/---
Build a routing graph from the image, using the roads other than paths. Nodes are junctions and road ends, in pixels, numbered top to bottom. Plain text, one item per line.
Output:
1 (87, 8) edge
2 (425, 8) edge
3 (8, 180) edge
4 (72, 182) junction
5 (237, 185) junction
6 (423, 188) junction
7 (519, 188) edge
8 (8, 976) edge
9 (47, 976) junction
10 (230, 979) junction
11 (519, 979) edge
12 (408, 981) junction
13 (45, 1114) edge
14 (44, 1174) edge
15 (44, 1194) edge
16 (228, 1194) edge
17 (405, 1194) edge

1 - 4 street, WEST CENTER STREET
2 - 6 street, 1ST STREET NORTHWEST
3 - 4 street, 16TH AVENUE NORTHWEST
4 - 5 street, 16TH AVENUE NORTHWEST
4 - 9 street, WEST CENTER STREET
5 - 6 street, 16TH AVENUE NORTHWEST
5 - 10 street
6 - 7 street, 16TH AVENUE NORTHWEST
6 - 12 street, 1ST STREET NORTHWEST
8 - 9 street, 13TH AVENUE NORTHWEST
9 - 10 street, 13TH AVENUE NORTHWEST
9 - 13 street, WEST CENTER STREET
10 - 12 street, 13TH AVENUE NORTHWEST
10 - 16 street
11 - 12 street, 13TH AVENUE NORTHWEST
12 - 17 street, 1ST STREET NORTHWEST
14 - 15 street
\---
- _Required work_
Restate the data above word for word. Leave nothing out.

- _Response area_
Build a routing graph from the image, using the roads other than paths. Nodes are junctions and road ends, in pixels, numbered top to bottom. Plain text, one item per line.
Output:
1 (87, 8) edge
2 (425, 8) edge
3 (8, 180) edge
4 (72, 182) junction
5 (237, 185) junction
6 (423, 188) junction
7 (519, 188) edge
8 (8, 976) edge
9 (47, 976) junction
10 (230, 979) junction
11 (519, 979) edge
12 (408, 981) junction
13 (45, 1114) edge
14 (44, 1174) edge
15 (44, 1194) edge
16 (228, 1194) edge
17 (405, 1194) edge

1 - 4 street, WEST CENTER STREET
2 - 6 street, 1ST STREET NORTHWEST
3 - 4 street, 16TH AVENUE NORTHWEST
4 - 5 street, 16TH AVENUE NORTHWEST
4 - 9 street, WEST CENTER STREET
5 - 6 street, 16TH AVENUE NORTHWEST
5 - 10 street
6 - 7 street, 16TH AVENUE NORTHWEST
6 - 12 street, 1ST STREET NORTHWEST
8 - 9 street, 13TH AVENUE NORTHWEST
9 - 10 street, 13TH AVENUE NORTHWEST
9 - 13 street, WEST CENTER STREET
10 - 12 street, 13TH AVENUE NORTHWEST
10 - 16 street
11 - 12 street, 13TH AVENUE NORTHWEST
12 - 17 street, 1ST STREET NORTHWEST
14 - 15 street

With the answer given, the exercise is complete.